Global market expansion demands a "localization first" approach. Entering the European market requires compliance with ISO 14067 carbon footprint standards and the development of WLTP-certified long-range models (≥600 km), while Southeast Asian markets need heat-resistant battery solutions and right-hand drive configurations [1, 3]. Enterprises should establish regional R&D centers, such as NIO's design center in Munich, to ensure products align with local preferences [1,3]. Active participation in international standard-setting—promoting Chinese charging interface standards (GB/T) as global norms—can enhance industrial discourse power [1, 3].

3.3. Supply chain optimization strategy: Building resilient and intelligent ecosystems

Supply chain resilience requires a fundamental shift from cost-driven to risk-aware management. Enterprises should implement a "dual-drive" strategy for raw material security: global resource layout through investments in African and South American lithium projects (e.g., Ganfeng Lithium's Cauchari-Olaroz project in Argentina) combined with the accelerated commercialization of alternative technologies like lithium-iron-manganese-phosphate batteries[4,5]. A national-enterprise dual-level strategic reserve system for critical materials, coupled with a "price stabilization fund," can mitigate market volatility [4,5].

Digital transformation is key to improving supply chain collaboration. Emulating CATL's "lighthouse factory" model, enterprises should deploy digital twin technologies to simulate the entire battery production process, improving yield rates to over 99.5% [5, 6]. Industry-level supply chain data platforms, integrating demand forecasting, capacity planning, and inventory management across stakeholders, can enhance response speed by 40% and inventory turnover by 25%, as seen in leading OEMs [5, 6]. Logistics networks should be optimized using Tesla's "3-km supporting circle" model, clustering key suppliers around production bases to reduce logistics costs by 18% [5, 6].

Policy support is critical to supply chain resilience. Governments should establish NEV supply chain security committees to develop resilience evaluation standards and early warning systems [4, 5]. A "supply chain resilience fund" can support enterprises in exploring alternative materials and overseas resource development, while supply chain finance innovations—such as blockchain-based warehouse receipt financing—can alleviate funding pressures for SMEs [4, 5].

4.  Conclusion

This study has provided a comprehensive analysis of the innovation challenges facing NEV enterprises, spanning technical, market, and supply chain dimensions, and has proposed a multi-faceted strategy framework to address them. The research confirms that China's NEV industry, while enjoying scale advantages, must urgently address gaps in core technology autonomy, supply chain security, and global market positioning to transition from "scale leadership" to "innovation leadership."

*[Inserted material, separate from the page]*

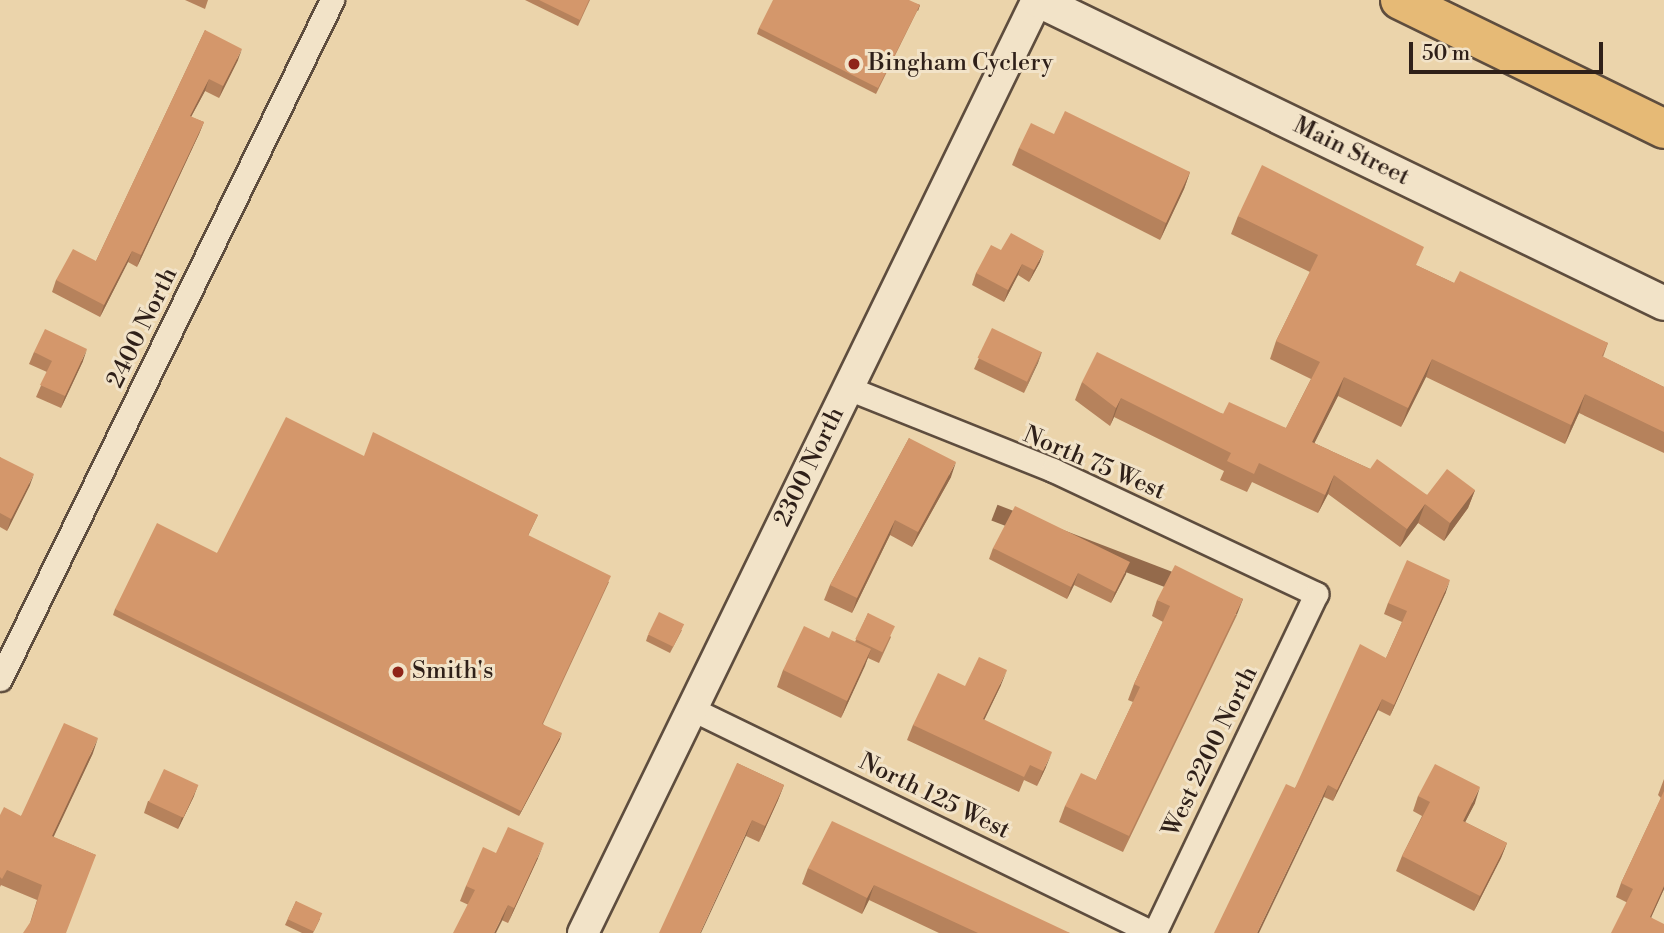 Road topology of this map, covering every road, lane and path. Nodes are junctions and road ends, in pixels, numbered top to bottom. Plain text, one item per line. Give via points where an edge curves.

Future research should deepen investigations into emerging technologies like hydrogen fuel cells and vehicle-to-grid (V2G) integration, as well as the policy mechanisms for integrating intelligence and low-carbonization. As the NEV industry evolves from "automobile manufacturing" to "mobile service ecosystems," enterprises must adopt a more macro-strategic perspective, redefining innovation frameworks to thrive in an era of global industrial transformation. The insights herein serve as a foundation for NEV enterprises to navigate challenges and seize opportunities, contributing to the sustainable development of China's NEV industry on the global stage.